Record set below:

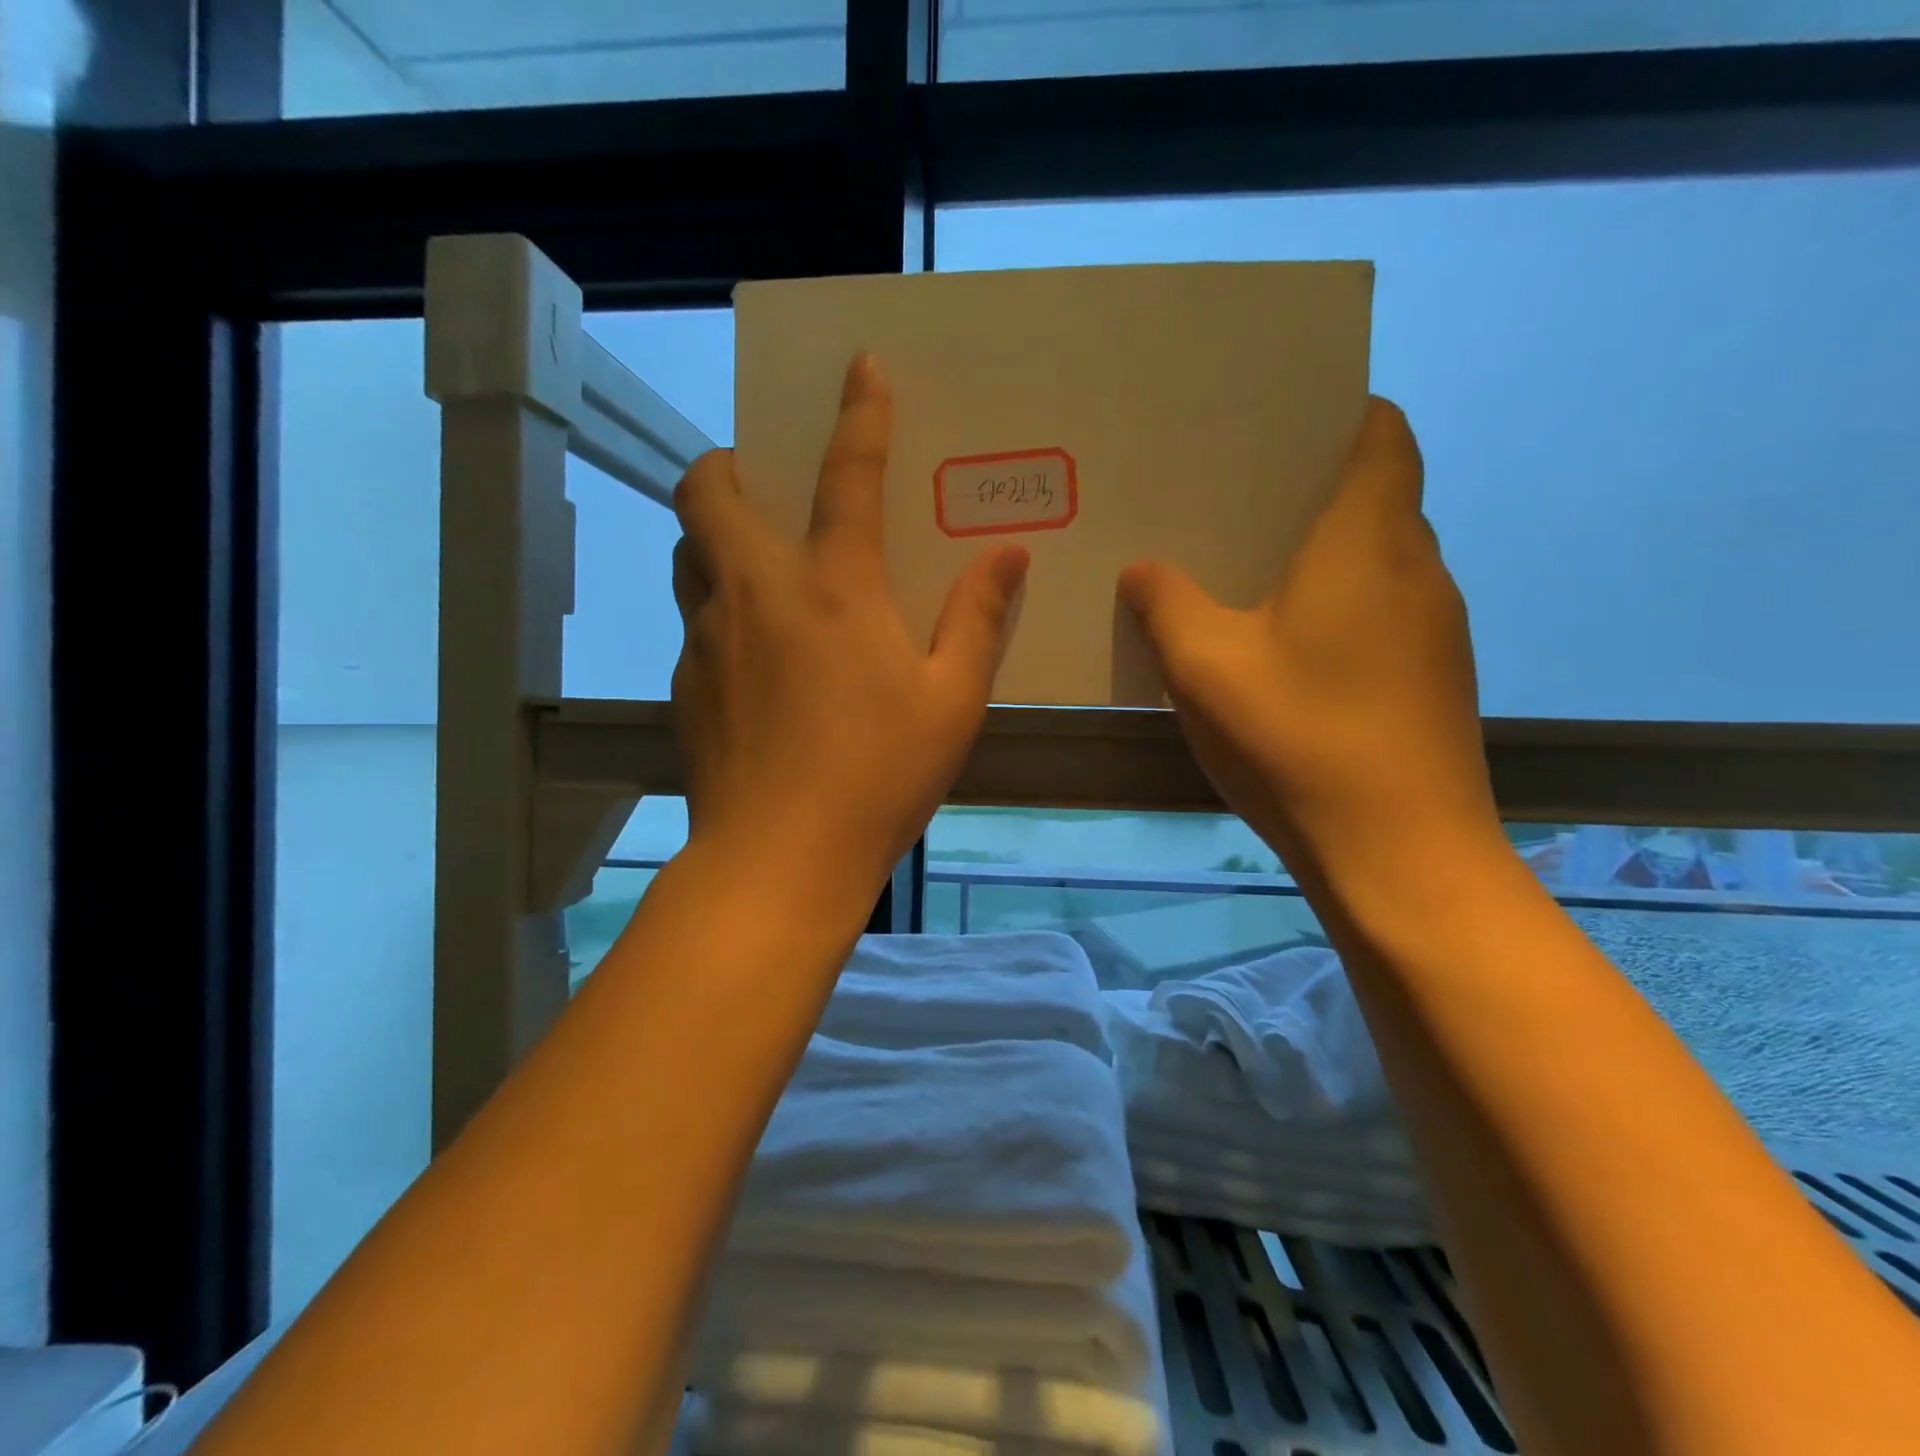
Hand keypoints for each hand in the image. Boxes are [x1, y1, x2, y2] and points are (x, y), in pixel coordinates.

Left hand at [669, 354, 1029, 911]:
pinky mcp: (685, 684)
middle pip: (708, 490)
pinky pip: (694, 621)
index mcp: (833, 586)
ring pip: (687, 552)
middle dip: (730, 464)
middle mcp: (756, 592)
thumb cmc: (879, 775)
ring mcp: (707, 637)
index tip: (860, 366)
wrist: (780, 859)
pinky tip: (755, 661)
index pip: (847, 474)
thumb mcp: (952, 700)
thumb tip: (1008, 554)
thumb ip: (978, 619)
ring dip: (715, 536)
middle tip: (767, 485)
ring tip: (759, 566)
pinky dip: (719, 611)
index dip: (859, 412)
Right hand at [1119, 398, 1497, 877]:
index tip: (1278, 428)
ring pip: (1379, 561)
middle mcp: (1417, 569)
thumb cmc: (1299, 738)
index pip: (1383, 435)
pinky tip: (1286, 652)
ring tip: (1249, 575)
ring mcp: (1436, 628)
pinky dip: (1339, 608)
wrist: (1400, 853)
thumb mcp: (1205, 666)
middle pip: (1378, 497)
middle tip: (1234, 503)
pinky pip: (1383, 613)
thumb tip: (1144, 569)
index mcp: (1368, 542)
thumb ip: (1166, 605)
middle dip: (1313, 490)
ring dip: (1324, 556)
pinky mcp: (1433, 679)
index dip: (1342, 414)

End of Record set.
Record set below:

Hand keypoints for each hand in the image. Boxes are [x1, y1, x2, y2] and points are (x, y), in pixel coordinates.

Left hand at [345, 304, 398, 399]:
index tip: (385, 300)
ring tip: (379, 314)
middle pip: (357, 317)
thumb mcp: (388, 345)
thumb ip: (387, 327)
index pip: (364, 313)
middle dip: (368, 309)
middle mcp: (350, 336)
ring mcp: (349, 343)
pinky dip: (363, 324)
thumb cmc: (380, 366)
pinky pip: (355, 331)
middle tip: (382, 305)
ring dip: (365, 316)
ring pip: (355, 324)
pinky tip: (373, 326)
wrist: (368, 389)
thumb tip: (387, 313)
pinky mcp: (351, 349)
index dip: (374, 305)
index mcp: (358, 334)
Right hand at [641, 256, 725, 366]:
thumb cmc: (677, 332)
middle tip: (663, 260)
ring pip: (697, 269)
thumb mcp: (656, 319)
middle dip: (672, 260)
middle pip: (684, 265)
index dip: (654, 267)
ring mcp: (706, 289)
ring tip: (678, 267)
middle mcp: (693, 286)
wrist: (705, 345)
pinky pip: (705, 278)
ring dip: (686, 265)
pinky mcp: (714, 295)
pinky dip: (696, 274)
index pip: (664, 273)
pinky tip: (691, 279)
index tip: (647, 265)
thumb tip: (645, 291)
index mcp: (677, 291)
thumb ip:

End of Record set.

§ **Work to complete**
Your answer should be the exact lines above from the one with "pinky pip: (694, 621)" through the one with "index dip: (1342, 414)", both included, and nothing besides.

§ **Reply**
pinky pip: (694, 621)
index mcp: (833, 586)
ring pip: (687, 552)
middle dip: (730, 464)
middle mcp: (756, 592)
thumb cmc: (879, 775)
ring mcp: (707, 637)
index tip: (860, 366)
wrist: (780, 859)
pinky tip: (755, 661)
index pip: (847, 474)
thumb mcp: (952, 700)
thumb tip: (1008, 554)
thumb ip: (978, 619)
ring dip: (715, 536)
middle tip: (767, 485)
ring tip: (759, 566)
pinky dip: (719, 611)
index dip: (859, 412)
Right hand at [1119, 398, 1497, 877]:
index tip: (1278, 428)
ring pip: (1379, 561)
middle mcp: (1417, 569)
thumb cmc: (1299, 738)
index pip: (1383, 435)
pinky tip: (1286, 652)
ring tip: (1249, 575)
ring mcp: (1436, 628)
pinky dip: (1339, 608)
wrist: (1400, 853)
thumb mcp: (1205, 666)
middle pip: (1378, 497)
middle tip: (1234, 503)
pinky pip: (1383, 613)
thumb tip: (1144, 569)
index mcp: (1368, 542)
thumb ip: (1166, 605)
middle dip: (1313, 490)
ring dip: (1324, 556)
pinky mcp: (1433, 679)
index dip: (1342, 414)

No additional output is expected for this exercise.